The woman swallowed hard and began to speak. Still looking at his ID.

“My name is Laurel Rembert.”

She sounded like a kid reciting a line from a school play. He pocketed his ID.

“And the reason you’re here?” Crogher said.

“I’m a publicist. I’m the CEO of Starburst Publicity.” Still sounded like she was reading from a script. But she mentioned the names of several big-time DC pro jocks as being her clients. Her clothes and jewelry said she had the money to play in that league.

“This is how you solicit clients, Ms. Rembert, going door to door?”

She blinked as if taking a moment to remember her next line.

“A friend told me Ms.

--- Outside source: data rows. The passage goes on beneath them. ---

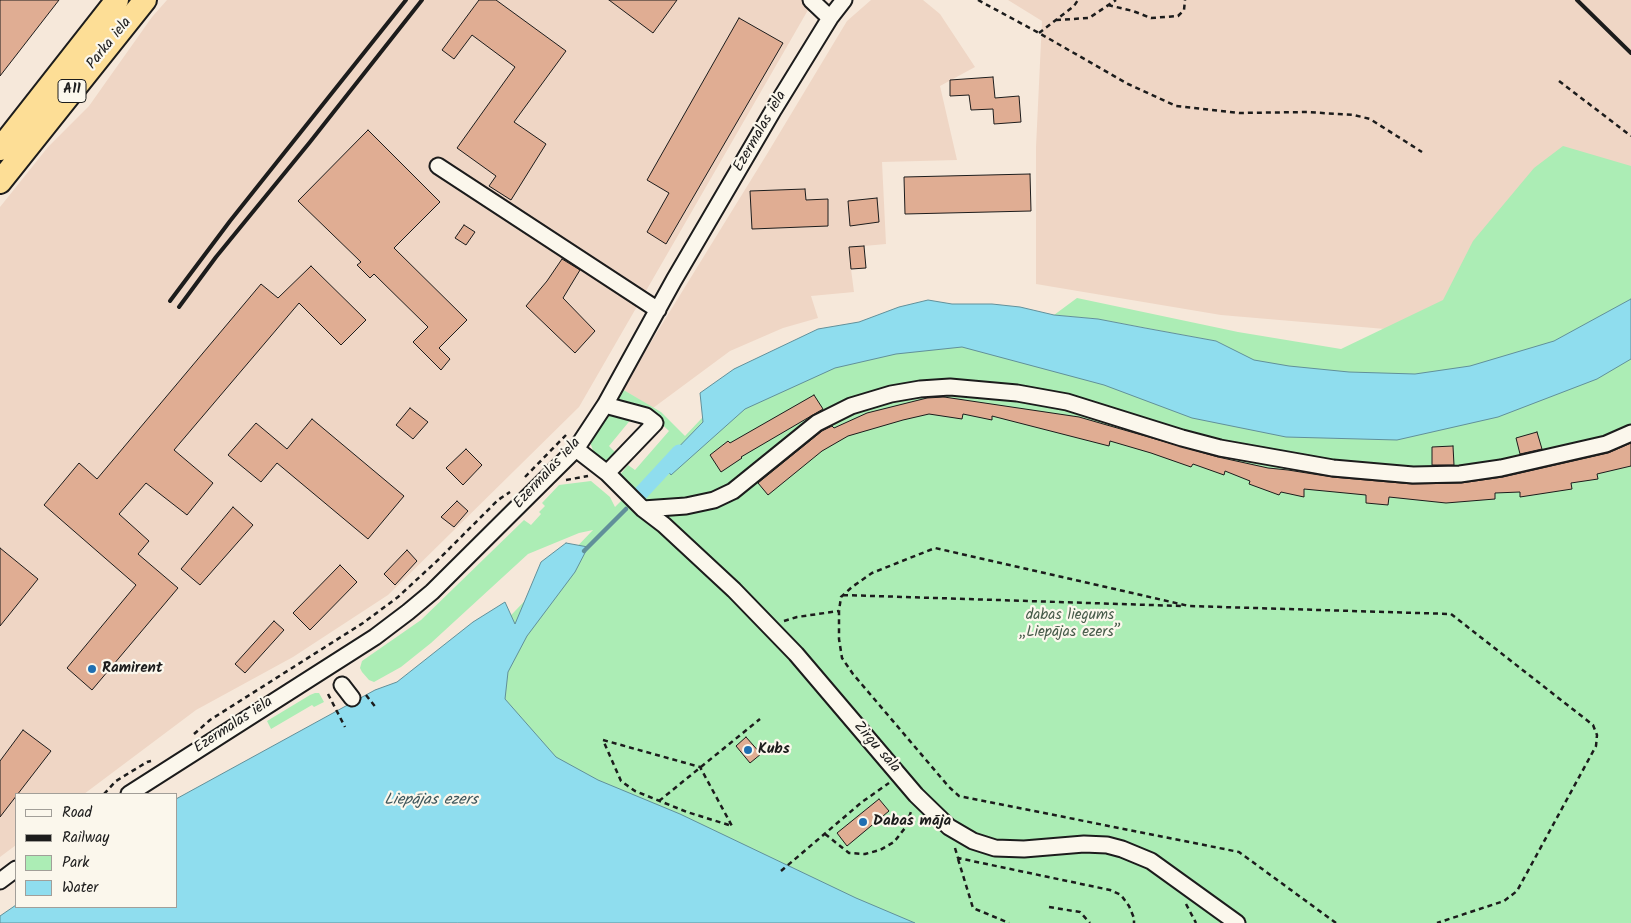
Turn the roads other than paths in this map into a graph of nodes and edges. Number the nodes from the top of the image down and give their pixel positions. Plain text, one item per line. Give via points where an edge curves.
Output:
1 (117, 0) edge
2 (145, 0) edge
3 (811, 0) edge
4 (844, 0) edge
5 (830, 18) junction
6 (0, 149) edge
7 (438, 166) dead end
8 (0, 182) edge
9 (658, 310) junction
10 (605, 405) junction
11 (1631, 434) edge
12 (576, 449) junction
13 (601, 476) junction
14 (643, 509) junction
15 (342, 685) dead end
16 (352, 698) dead end
17 (131, 793) edge
18 (15, 871) edge
19 (0, 882) edge
20 (1237, 923) edge

1 - 6 highway, Parka iela / A11
2 - 8 highway, Parka iela / A11
3 - 5 street
4 - 5 street, Ezermalas iela
5 - 9 street, Ezermalas iela
7 - 9 street
9 - 10 street, Ezermalas iela
10 - 12 street, Ezermalas iela
10 - 13 street via 646,416 655,424
11 - 14 street via 1606,444 1501,468 1460,474 1413,475 1333,468 1220,448 1067,402 1017,392 950,387 920,389 851,406 817,423 733,491 714,500
12 - 13 street, Zirgu sala
12 - 17 street, Ezermalas iela via 451,574 408,612 375,637
13 - 14 street, Zirgu sala
14 - 20 street, Zirgu sala via 727,584 796,654 916,795 949,827 973,841 995,848 1090,844 1122,849 1150,861
15 - 16 street
18 - 19 street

Lochlan might want new representation. I … I dropped by to see if we might chat. I left a business card when no one answered the door.”

“You work nearby?” Celsus asked.

“What?”

“You arrived on foot. Do you work nearby?”

“Oh. Yes, I do. Not far at all.”

Crogher spoke into the microphone at his wrist. He had four cars of agents within two blocks. One car pulled up seconds later. A special agent got out and opened the door to the backseat. Crogher gestured to Ms. Rembert to descend the stairs and get into the car.

She blinked again.

“Am I under arrest? Did I do something wrong?”

She looked genuinely puzzled.

“Not at all. These agents will take you back to your office. You can tell them about your business. That’s all.”

“Oh. Well, thank you for the ride.”

“You’re welcome. Do you have a business card you can spare for me?”

“Why, of course.” She fished one out of her purse. Then she frowned. “How can you need publicity if you’re in the
Secret Service?”

“Just a memento, that’s all. And sign your name on the back of the card.”

Laurel Rembert complied and was driven away by Crogher’s agents. When she was gone, and after Crogher scanned the street to make sure nobody else was taking an interest, he let himself into Chana Lochlan’s town house with the key McGill had passed on to him. He found the card Ms. Rembert had left for Chana Lochlan.

A note on the back was addressed to someone named Nan. Said:
I’ll call.

And the handwriting wasn’t Laurel Rembert’s.

 

Carina Linberg had graduated in the top third of her class at the academy. Entirely respectable. Portending a solid military career, barring some personal or political misfortune. But by no means would she have been assured a general’s star by the end of her ride. Except she’d been on track to nail one faster than any other woman in Air Force history.